Das Buchheim Museum hat das Lebenswerk des deutsch-amerikanischen Bühnenbildners Herbert Scherreiks als Schenkung erhalten: das phantastische Schloss "Zwerkapfelkern"

Von Katja Sebald, Bernried

Portale, Giebel, Erker und Türmchen, ein veritabler Schlosshof und eine prächtige Renaissance-Fassade. Im Inneren Säulenhallen, Prunksäle, Gewölbe, Stuckdecken und Kristalllüster, eine künstliche Grotte, eine Kapelle und ein eigenes Theater. Eine Kunstsammlung, die von der Antike bis zu Beuys' "Ende des 20. Jahrhunderts" reicht. Im Boudoir eine freistehende Badewanne mit Löwenfüßen, im Chinesischen Zimmer Seidenstickereien und andere wertvolle Asiatika, im Intarsienzimmer getäfelte Wände und eine mächtige Kassettendecke. In der Schlossküche kupfernes Kochgeschirr, Vorräte in Fässern und Körben. In der Alchemistenstube Fläschchen, Phiolen und geheimnisvolle Gerätschaften, die Dachböden voller Gerümpel und vergessener Kunstschätze: Das "Schloss Zwerkapfelkern" ist eine zwar überbordende, aber dennoch winzige Fantasterei, es ist ein Modellbau im Maßstab 1:25 und das Lebenswerk des deutsch-amerikanischen Bühnenbildners Herbert Scherreiks. Jetzt ging das "Puppenschloss" als Schenkung aus seinem Nachlass an das Buchheim Museum in Bernried.

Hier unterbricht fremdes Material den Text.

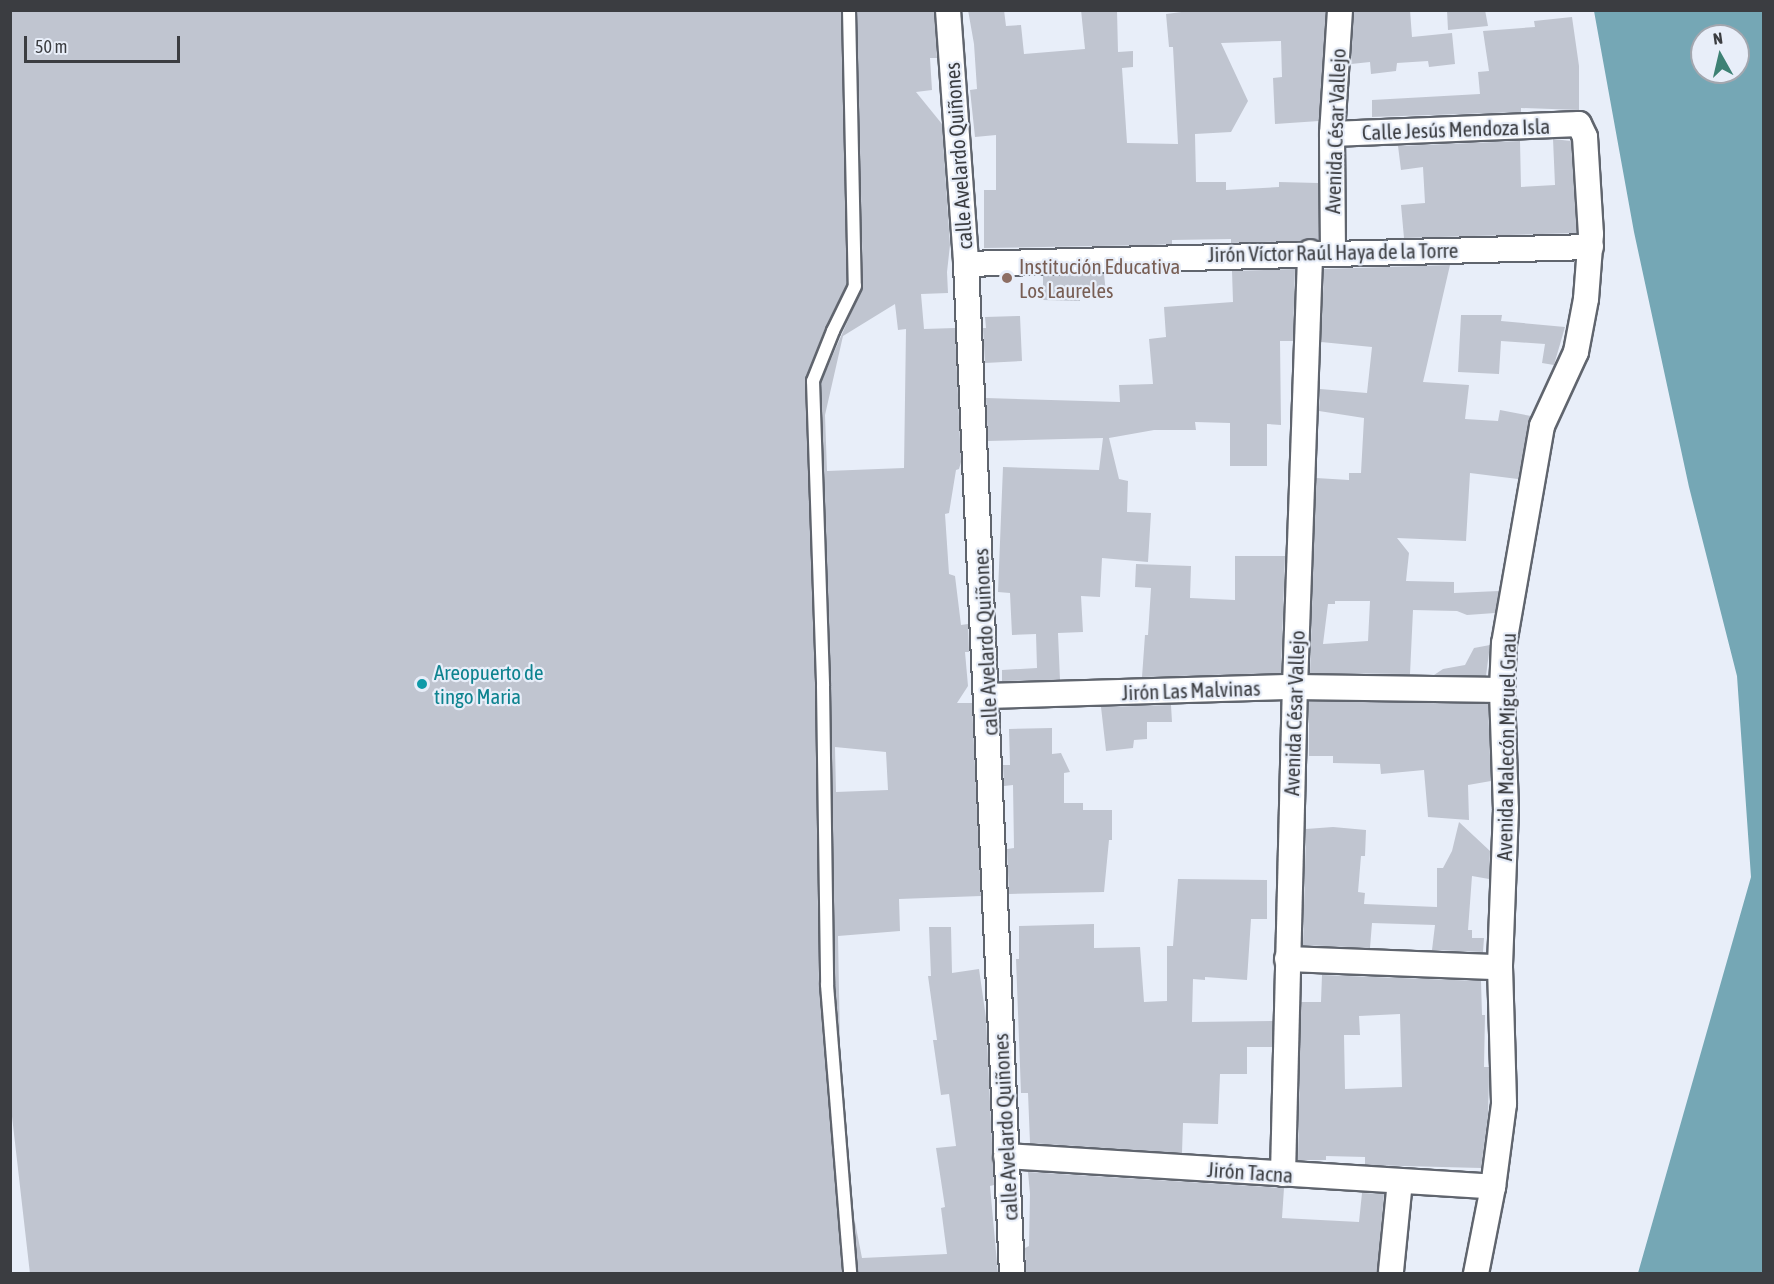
<!DOCTYPE html>
<meta charset="utf-8">
<style>
body{margin:0}
#map{position:relative;width:1774px;height:1284px;overflow:hidden;background:#e8eef9;font-family:"Asap Condensed",sans-serif}
div>[style]{position:absolute}
[style*='--x']{left:calc(var(--x)*1px);top:calc(var(--y)*1px);width:calc(var(--w)*1px);rotate:calc(var(--a)*1deg)}
.water>*{inset:0;background:#75a7b5}
.building>*{inset:0;background:#c0c5d0}
.roads{filter:drop-shadow(2px 0 #60656e) drop-shadow(-2px 0 #60656e) drop-shadow(0 2px #60656e) drop-shadow(0 -2px #60656e)}
.lane>*{height:12px;margin:-6px;padding:0 6px;transform-origin:6px;border-radius:6px;background:#fff}
.street>*{height:24px;margin:-12px;padding:0 12px;transform-origin:12px;border-radius:12px;background:#fff}
.dots>*{width:16px;height:16px;translate:-50% -50%;box-sizing:border-box;border:3px solid #e8eef9;border-radius:50%}
span{translate:-50% -50%;white-space:nowrap;text-align:center;line-height:1.15;-webkit-text-stroke:4.5px #e8eef9;paint-order:stroke}
.street-label{font-size:21px;color:#3b3d41}
.education-label{font-size:21px;color:#785e54}
.left{translate:0 -50%;text-align:left}
.culture-label{font-size:21px;color:#0d838f}
.frame{position:absolute;inset:0;border:12px solid #3b3d41;pointer-events:none}
.north{position:absolute;left:1690px;top:24px;width:60px;height:60px;box-sizing:border-box;background:#e8eef9;border:2px solid #a3a7af;border-radius:50%;rotate:352deg;font-size:16px;font-weight:700;line-height:24px;text-align:center;color:#3b3d41}
.north::after{content:'';display:block;margin:auto;width:21px;height:27px;background:#3d8174;clip-path:polygon(50% 0,100% 100%,50% 72%,0 100%)}
.scale{position:absolute;left:24px;top:36px;width:156px;height:27px;box-sizing:border-box;border:3px solid #3b3d41;border-top:0;padding-left:8px;font-size:18px;line-height:21px;white-space:nowrap;color:#3b3d41;-webkit-text-stroke:4px #e8eef9;paint-order:stroke}
</style>
<div id="map">
<div class="water">
<i style="clip-path:polygon(evenodd,1594px 11px,1763px 11px,1763px 1273px,1638px 1273px,1751px 877px,1737px 676px,1689px 487px,1634px 232px,1594px 11px,1702px 36px,1738px 36px,1738px 72px,1702px 72px,1702px 36px)"></i>
</div>
<div class="building">
<i style="clip-path:polygon(10px 10px,841px 10px,847px 284px,825px 328px,805px 381px,815px 686px,819px 985px,842px 1274px,30px 1274px,10px 1099px)"></i>
<i style="clip-path:polygon(evenodd,857px 10px,934px 10px,937px 58px,930px 58px,932px 90px,916px 92px,942px 124px,950px 245px,947px 272px,948px 293px,921px 294px,924px 329px,955px 328px,961px 462px,959px 469px,956px 470px,949px 513px,945px 514px,949px 574px,955px 576px,961px 625px,968px 624px,969px 652px,965px 652px,968px 686px,957px 703px,972px 703px,981px 896px,899px 899px,900px 931px,838px 936px,840px 1045px,835px 985px,831px 686px,821px 382px,863px 286px,857px 10px,895px 304px,898px 330px,906px 329px,904px 468px,827px 471px,825px 415px,843px 336px,895px 304px,857px 10px,835px 747px,886px 752px,888px 790px,836px 792px,835px 747px)"></i>
<i style="clip-path:polygon(968px 10px,1004px 10px,1006px 26px,1021px 25px,1024px 54px,1085px 49px,1081px 10px,1117px 10px,1118px 52px,1133px 51px,1133px 67px,1122px 68px,1127px 143px,1178px 144px,1173px 47px,1169px 47px,1166px 14px,1197px 10px,1326px 10px,1319px 121px,1275px 124px,1273px 78px,1282px 77px,1281px 41px,1221px 43px,1248px 101px,1231px 132px,1195px 134px,1196px 182px,1226px 182px,1226px 190px,1279px 187px,1279px 182px,1318px 183px,1319px 240px,1310px 238px,1302px 241px,1231px 243px,1231px 239px,1172px 240px,1172px 244px,1151px 245px,984px 248px,984px 190px,996px 190px,996px 135px,975px 137px,970px 90px,977px 89px,974px 44px)"></i>
<i style="clip-path:polygon(1354px 10px,1410px 10px,1412px 37px,1452px 33px,1455px 64px,1429px 67px,1428px 61px,1397px 63px,1396px 71px,1371px 74px,1370px 62px,1351px 64px)"></i>
<i style="clip-path:polygon(1447px 10px,1485px 10px,1488px 26px,1448px 30px)"></i>
<i style="clip-path:polygon(1572px 17px,1579px 66px,1579px 110px,1521px 108px,1521px 112px,1372px 117px,1372px 100px,1480px 94px,1478px 72px,1489px 71px,1483px 31px,1535px 27px,1534px 21px)"></i>
<i style="clip-path:polygon(1553px 139px,1571px 141px,1577px 233px,1404px 238px,1401px 205px,1425px 203px,1423px 167px,1401px 170px,1398px 146px,1520px 141px,1521px 187px,1555px 185px)"></i>
<i style="clip-path:polygon(evenodd,1450px 265px,1423px 382px,1469px 385px,1465px 419px,1498px 421px,1500px 410px,1531px 416px,1518px 479px,1470px 473px,1466px 541px,1397px 538px,1409px 553px,1406px 581px,1454px 582px,1454px 593px,1499px 591px,1495px 613px,1467px 615px,1457px 611px,1413px 610px,1410px 674px,1310px 673px,1316px 478px,1349px 480px,1349px 473px,1361px 473px,1364px 418px,1319px 411px,1320px 389px,1367px 393px,1372px 347px,1321px 342px,1324px 269px,1450px 265px,1335px 601px,1370px 601px,1368px 641px,1323px 644px,1328px 604px,1335px 604px,1335px 601px)"></i>
<i style="clip-path:polygon(1295px 269px,1293px 341px,1280px 341px,1281px 425px,1267px 424px,1267px 466px,1230px 466px,1230px 423px,1195px 422px,1196px 430px,1154px 430px,1109px 438px,1119px 479px,1128px 481px,1127px 512px,1151px 513px,1148px 562px,1102px 558px,1100px 597px,1081px 596px,1083px 632px,1058px 633px,1060px 680px,1002px 681px,1002px 670px,1037px 668px,1036px 634px,1012px 635px,1010px 593px,998px 592px,1003px 467px,1099px 470px,1103px 438px,988px 441px,986px 398px,1120px 402px,1119px 385px,1153px 384px,1149px 339px,1166px 337px,1164px 307px,1233px 302px,1232px 271px)"></i>
<i style="clip-path:polygon(1104px 274px,1106px 293px,1080px 295px,1080px 301px,1043px 300px,1043px 276px)"></i>
<i style="clip-path:polygon(1461px 315px,1502px 315px,1501px 321px,1565px 327px,1554px 365px,1542px 363px,1545px 344px,1501px 341px,1499px 374px,1458px 372px)"></i>
<i style="clip-path:polygon(1020px 316px,1022px 361px,985px 363px,983px 328px,986px 328px,985px 317px)"></i>
<i style="clip-path:polygon(1235px 556px,1285px 556px,1281px 673px,1142px 677px,1145px 635px,1148px 635px,1151px 588px,1135px 587px,1136px 564px,1191px 566px,1190px 598px,1235px 600px)"></i>
<i style="clip-path:polygon(1490px 645px,1486px 676px,1434px 675px,1443px 669px,1465px 665px,1474px 648px)"></i>
<i style="clip-path:polygon(1309px 701px,1488px 704px,1491px 781px,1468px 785px,1469px 820px,1428px 817px,1424px 770px,1381px 774px,1380px 764px,1333px 763px,1333px 756px,1309px 756px)"></i>
<i style="clip-path:polygon(1171px 705px,1172px 722px,1147px 722px,1147px 739px,1134px 740px,1133px 748px,1106px 751px,1101px 707px)"></i>
<i style="clip-path:polygon(1052px 728px,1052px 754px,1061px 753px,1070px 772px,1064px 773px,1064px 803px,1083px 803px,1083px 810px,1112px 810px,1112px 840px,1109px 840px,1104px 892px,1009px 894px,1007px 849px,1014px 848px,1013px 785px,1004px 786px,1003px 765px,1010px 765px,1009px 729px)"></i>
<i style="clip-path:polygon(1459px 822px,1490px 851px,1489px 879px,1472px 876px,1468px 930px,1472px 930px,1472px 938px,1484px 938px,1483px 952px,1432px 950px,1435px 925px,1372px 923px,1370px 948px,1303px 945px,1306px 829px,1333px 827px,1366px 830px,1365px 856px,1361px 856px,1358px 892px,1365px 893px,1364px 904px,1437px 907px,1437px 868px,1443px 868px,1452px 851px)"></i>
<i style="clip-path:polygon(1178px 879px,1267px 880px,1267px 919px,1251px 919px,1247px 980px,1205px 977px,1205px 980px,1193px 979px,1192px 1022px,1273px 1021px,1272px 1047px,1247px 1047px,1247px 1074px,1220px 1074px,1218px 1124px,1183px 1123px,1182px 1153px,1030px 1143px,1028px 1093px,1021px 1093px,1016px 959px,1019px 959px,1019px 926px,1094px 924px,1094px 948px,1140px 947px,1144px 1002px,1167px 1001px,1167px 946px,1173px 946px)"></i>
<i style="clip-path:polygon(929px 927px,951px 927px,952px 973px,979px 969px,986px 1018px,994px 1185px,990px 1186px,998px 1274px,858px 1274px,853px 1212px,862px 1258px,947px 1254px,941px 1208px,945px 1207px,936px 1148px,956px 1146px,949px 1094px,941px 1095px,933px 1040px,937px 1040px,928px 976px,931px 976px)"></i>
<i style="clip-path:polygon(evenodd,1322px 975px,1481px 981px,1482px 1015px,1485px 1015px,1484px 1067px,1489px 1067px,1489px 1076px,1488px 1115px,1481px 1168px,1365px 1165px,1365px 1157px,1326px 1156px,1326px 1160px,1298px 1160px,1301px 1002px,1321px 1002px,1322px 975px,1400px 1014px,1402px 1087px,1345px 1089px,1344px 1035px,1360px 1035px,1359px 1016px,1400px 1014px)"></i>
<i style="clip-path:polygon(1028px 1172px,1284px 1188px,1282px 1218px,1359px 1222px,1362px 1193px,1384px 1194px,1377px 1274px,1026px 1274px,1025px 1248px,1029px 1246px,1030px 1194px)"></i>
</div>
<div class="roads">
<div class="lane">
<i style="--x:849;--y:10;--w:276;--a:88.8"></i>
<i style="--x:855;--y:286;--w:50;--a:116.1"></i>
<i style="--x:833;--y:331;--w:54;--a:111.8"></i>
<i style="--x:813;--y:381;--w:305;--a:88.1"></i>
<i style="--x:823;--y:686;--w:299;--a:89.2"></i>
<i style="--x:827;--y:985;--w:290;--a:85.4"></i>
</div>
<div class="street">
<i style="--x:948;--y:10;--w:255;--a:85.9"></i>
<i style="--x:966;--y:264;--w:1011;--a:87.39"></i>
<i style="--x:1332;--y:134;--w:247;--a:-2.3"></i>
<i style="--x:1579;--y:124;--w:14;--a:65"></i>
<i style="--x:1585;--y:137;--w:97;--a:86.5"></i>
<i style="--x:1591;--y:234;--w:65;--a:94.4"></i>
<i style="--x:1586;--y:299;--w:54;--a:100.7"></i>
<i style="--x:1576;--y:352;--w:81;--a:114.7"></i>
<i style="--x:1542;--y:426;--w:220;--a:99.9"></i>
<i style="--x:1504;--y:643;--w:47;--a:92.4"></i>
<i style="--x:1502;--y:690;--w:119;--a:88.1"></i>
<i style="--x:1506;--y:809;--w:158;--a:92.2"></i>
<i style="--x:1500;--y:967;--w:137;--a:88.3"></i>
<i style="--x:1504;--y:1104;--w:84;--a:97.5"></i>
<i style="--x:1493;--y:1187;--w:89;--a:101.1"></i>
<i style="--x:1333;--y:252;--w:118;--a:-90.5"></i>
<i style="--x:1332;--y:134;--w:124;--a:-86.3"></i>
<i style="--x:966;--y:264;--w:625;--a:-1.56"></i>
<i style="--x:987;--y:696;--w:308;--a:-1.7"></i>
<i style="--x:1295;--y:687;--w:207;--a:0.8"></i>
<i style="--x:1287;--y:959;--w:213;--a:2.2"></i>
<i style="--x:1006;--y:1156;--w:488;--a:3.6"></i>
<i style="--x:1283;--y:1174;--w:487;--a:-88.6"></i>
<i style="--x:1295;--y:687;--w:435;--a:-88"></i>
<i style="--x:1391;--y:1271;--w:90;--a:-84.3"></i>
</div>
</div>
<div class="dots">
<i style="left:1007px;top:278px;background:#8d6e63"></i>
<i style="left:422px;top:684px;background:#0f9aa8"></i>
</div>
<div class="street-label">
<span style="left:1456px;top:129px;rotate:-2deg">Calle Jesús Mendoza Isla</span>
<span style="left:1335px;top:131px;rotate:-88deg">Avenida César Vallejo</span>
<span style="left:958px;top:156px;rotate:-94deg">calle Avelardo Quiñones</span>
<span style="left:1333px;top:252px;rotate:-1deg">Jirón Víctor Raúl Haya de la Torre</span>
<span style="left:985px;top:642px;rotate:-93deg">calle Avelardo Quiñones</span>
<span style="left:1191px;top:690px;rotate:-2deg">Jirón Las Malvinas</span>
<span style="left:1294px;top:713px;rotate:-88deg">Avenida César Vallejo</span>
<span style="left:1506px;top:747px;rotate:-89deg">Avenida Malecón Miguel Grau</span>
<span style="left:1005px;top:1127px;rotate:-93deg">calle Avelardo Quiñones</span>
<span style="left:1250px;top:1172px;rotate:4deg">Jirón Tacna</span>
</div>
<div class="education-label">
<span class="left" style="left:1019px;top:278px">Institución Educativa<br>Los Laureles</span>
</div>
<div class="culture-label">
<span class="left" style="left:434px;top:684px">Areopuerto de<br>tingo Maria</span>
</div>
<div class="frame"></div>
<div class="north">N</div>
<div class="scale">50 m</div>
</div>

Das "Schloss Zwerkapfelkern" dürfte wohl den Wunschträumen von Lothar-Günther Buchheim sehr nahe kommen, der - so die selbst erzählte Legende - sich als Junge die Nase an den Schaufenstern der Konditoreien platt drückte, wenn dort zur Weihnachtszeit kunstvolle Zuckerbäckerschlösser ausgestellt wurden. Ein solches verwinkelt-verwunschenes Gebäude voller Wunderkammern, in denen die Besucher immer wieder aufs Neue überrascht würden, hatte er zunächst im Kopf, als er sich an die Pläne für sein "Museum der Phantasie" machte.

Jetzt, zehn Jahre nach dem Tod des Stifters, ist das Buchheim-Museum ein moderner und nach allen Seiten offener Museumsbetrieb. Das bezaubernde Modellschloss, der Fantasie eines anderen "Kunstbesessenen" entsprungen und voller kunsthistorischer Preziosen en miniature, hat hier trotzdem eine geradezu ideale Heimat gefunden.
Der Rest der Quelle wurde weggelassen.